§ **What the task requires**:
The lines wanted are those in the data below that include "شارع".

Collection entries
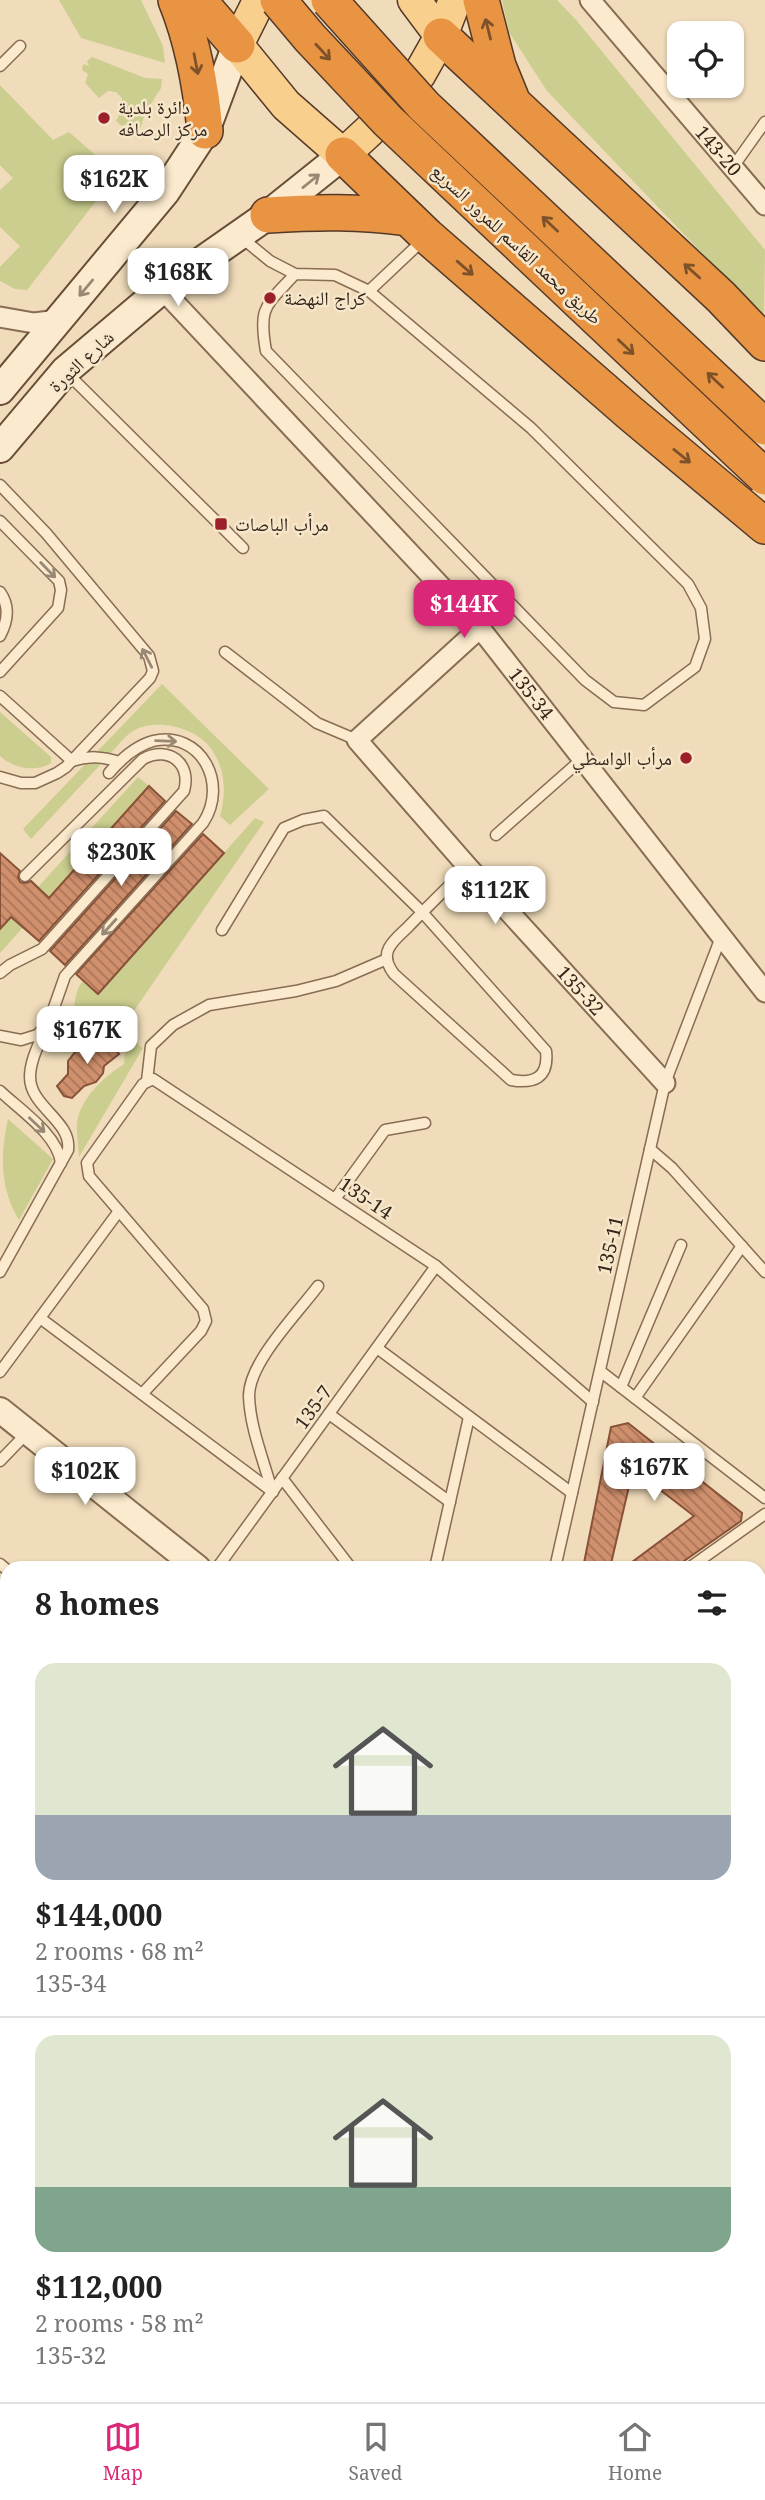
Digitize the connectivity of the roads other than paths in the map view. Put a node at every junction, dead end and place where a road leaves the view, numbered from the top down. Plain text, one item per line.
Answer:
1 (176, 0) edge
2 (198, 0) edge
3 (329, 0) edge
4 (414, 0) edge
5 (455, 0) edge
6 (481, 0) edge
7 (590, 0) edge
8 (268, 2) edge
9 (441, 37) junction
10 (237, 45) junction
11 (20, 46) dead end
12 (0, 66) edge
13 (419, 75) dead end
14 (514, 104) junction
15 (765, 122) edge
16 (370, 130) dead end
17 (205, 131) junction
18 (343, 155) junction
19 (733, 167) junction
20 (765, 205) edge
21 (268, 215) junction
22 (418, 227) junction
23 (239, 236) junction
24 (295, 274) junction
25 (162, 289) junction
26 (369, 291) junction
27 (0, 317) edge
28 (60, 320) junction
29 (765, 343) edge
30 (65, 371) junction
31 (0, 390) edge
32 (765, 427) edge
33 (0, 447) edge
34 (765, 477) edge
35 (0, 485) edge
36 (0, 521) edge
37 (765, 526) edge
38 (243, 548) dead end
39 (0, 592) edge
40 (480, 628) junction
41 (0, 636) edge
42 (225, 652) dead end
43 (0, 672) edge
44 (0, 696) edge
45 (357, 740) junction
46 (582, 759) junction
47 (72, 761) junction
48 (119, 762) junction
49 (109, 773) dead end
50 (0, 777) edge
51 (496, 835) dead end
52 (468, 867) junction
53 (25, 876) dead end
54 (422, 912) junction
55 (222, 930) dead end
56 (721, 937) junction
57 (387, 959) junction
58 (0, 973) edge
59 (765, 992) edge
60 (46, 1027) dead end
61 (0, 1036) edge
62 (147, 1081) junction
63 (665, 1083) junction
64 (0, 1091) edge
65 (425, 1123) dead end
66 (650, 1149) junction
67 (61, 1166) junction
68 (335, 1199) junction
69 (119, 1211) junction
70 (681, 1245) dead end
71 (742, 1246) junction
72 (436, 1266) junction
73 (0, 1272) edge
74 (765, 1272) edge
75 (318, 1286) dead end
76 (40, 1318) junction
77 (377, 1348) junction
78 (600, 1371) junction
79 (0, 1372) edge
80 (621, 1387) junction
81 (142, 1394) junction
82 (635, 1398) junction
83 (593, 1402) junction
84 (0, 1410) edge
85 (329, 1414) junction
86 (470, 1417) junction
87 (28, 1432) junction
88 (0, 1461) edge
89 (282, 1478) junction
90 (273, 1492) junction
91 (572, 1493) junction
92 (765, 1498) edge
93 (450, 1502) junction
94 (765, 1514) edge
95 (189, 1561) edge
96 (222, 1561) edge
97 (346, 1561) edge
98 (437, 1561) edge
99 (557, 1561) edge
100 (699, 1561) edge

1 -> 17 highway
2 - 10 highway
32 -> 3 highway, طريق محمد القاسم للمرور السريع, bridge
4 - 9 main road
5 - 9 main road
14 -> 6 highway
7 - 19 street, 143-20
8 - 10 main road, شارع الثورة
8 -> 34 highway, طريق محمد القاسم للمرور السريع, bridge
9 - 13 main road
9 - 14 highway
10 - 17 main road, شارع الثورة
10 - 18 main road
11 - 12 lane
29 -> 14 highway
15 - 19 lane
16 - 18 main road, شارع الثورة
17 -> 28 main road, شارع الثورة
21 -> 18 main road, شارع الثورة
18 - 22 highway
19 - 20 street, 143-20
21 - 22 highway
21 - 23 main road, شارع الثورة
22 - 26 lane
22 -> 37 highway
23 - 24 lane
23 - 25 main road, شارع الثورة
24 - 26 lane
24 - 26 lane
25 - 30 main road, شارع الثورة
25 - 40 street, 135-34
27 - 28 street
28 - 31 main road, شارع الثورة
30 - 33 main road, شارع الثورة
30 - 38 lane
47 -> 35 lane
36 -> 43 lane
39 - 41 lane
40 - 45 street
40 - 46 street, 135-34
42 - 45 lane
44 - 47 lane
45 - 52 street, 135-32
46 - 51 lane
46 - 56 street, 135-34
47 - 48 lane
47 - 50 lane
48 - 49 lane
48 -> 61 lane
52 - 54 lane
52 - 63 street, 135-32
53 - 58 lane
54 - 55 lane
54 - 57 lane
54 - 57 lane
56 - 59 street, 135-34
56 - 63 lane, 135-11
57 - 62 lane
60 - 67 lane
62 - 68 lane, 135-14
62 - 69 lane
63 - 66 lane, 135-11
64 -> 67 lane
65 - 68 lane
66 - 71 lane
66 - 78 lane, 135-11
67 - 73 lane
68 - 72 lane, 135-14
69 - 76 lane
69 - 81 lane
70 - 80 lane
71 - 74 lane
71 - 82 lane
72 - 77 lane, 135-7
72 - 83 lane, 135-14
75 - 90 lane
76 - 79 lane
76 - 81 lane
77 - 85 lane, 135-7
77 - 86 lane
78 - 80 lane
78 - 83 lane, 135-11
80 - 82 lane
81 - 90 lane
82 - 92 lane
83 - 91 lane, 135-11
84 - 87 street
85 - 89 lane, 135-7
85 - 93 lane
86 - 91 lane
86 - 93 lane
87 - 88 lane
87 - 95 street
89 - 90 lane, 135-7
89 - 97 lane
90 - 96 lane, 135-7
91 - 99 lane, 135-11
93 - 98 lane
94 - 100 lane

==

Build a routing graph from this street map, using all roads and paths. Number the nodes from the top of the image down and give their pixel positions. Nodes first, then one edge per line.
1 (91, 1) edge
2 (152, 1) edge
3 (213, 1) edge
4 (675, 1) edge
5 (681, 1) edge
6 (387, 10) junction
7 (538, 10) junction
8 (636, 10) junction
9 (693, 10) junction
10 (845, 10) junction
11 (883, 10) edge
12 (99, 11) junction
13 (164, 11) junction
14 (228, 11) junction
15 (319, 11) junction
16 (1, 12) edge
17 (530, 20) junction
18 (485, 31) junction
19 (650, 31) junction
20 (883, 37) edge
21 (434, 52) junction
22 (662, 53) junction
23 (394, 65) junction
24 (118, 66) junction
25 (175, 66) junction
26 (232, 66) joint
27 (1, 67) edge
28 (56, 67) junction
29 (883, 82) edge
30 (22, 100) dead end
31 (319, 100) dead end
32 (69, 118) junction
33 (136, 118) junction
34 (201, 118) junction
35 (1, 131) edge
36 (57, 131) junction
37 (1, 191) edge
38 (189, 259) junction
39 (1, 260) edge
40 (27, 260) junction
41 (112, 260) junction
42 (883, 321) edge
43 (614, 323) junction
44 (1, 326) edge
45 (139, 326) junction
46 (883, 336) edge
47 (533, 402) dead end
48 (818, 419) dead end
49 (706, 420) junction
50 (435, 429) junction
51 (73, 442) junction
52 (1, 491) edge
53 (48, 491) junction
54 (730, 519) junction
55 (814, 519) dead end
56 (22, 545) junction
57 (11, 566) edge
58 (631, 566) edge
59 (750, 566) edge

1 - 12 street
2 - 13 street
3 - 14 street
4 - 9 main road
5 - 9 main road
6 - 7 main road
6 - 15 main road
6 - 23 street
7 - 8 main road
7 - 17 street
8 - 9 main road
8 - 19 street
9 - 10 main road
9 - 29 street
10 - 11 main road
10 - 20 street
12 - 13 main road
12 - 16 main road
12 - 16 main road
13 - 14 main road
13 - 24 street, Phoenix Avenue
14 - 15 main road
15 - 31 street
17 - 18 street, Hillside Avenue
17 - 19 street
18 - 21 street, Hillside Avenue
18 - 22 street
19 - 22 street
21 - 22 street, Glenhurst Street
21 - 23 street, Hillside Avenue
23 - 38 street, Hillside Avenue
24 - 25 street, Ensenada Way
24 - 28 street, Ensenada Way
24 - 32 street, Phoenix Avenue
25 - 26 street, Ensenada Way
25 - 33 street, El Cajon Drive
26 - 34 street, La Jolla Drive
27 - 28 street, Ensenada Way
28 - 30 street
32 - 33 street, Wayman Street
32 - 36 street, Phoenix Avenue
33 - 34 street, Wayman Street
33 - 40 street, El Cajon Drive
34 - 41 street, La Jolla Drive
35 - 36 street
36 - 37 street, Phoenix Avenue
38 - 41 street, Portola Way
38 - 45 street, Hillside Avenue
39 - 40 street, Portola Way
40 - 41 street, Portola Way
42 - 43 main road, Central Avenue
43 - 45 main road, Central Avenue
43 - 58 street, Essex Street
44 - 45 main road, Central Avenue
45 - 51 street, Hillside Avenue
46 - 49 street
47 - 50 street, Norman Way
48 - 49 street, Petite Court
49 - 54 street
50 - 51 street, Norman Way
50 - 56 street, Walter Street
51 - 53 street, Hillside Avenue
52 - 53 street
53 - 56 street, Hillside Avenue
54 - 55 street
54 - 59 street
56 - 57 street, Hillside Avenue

§ **Answer below**:
8 - 10 main road, شارع الثورة
10 - 17 main road, شارع الثورة
16 - 18 main road, شارع الثورة
17 -> 28 main road, شارع الثورة
21 -> 18 main road, شارع الثورة
21 - 23 main road, شارع الثورة
23 - 25 main road, شارع الثورة
25 - 30 main road, شارع الثورة
28 - 31 main road, شارع الثورة
30 - 33 main road, شارع الثورة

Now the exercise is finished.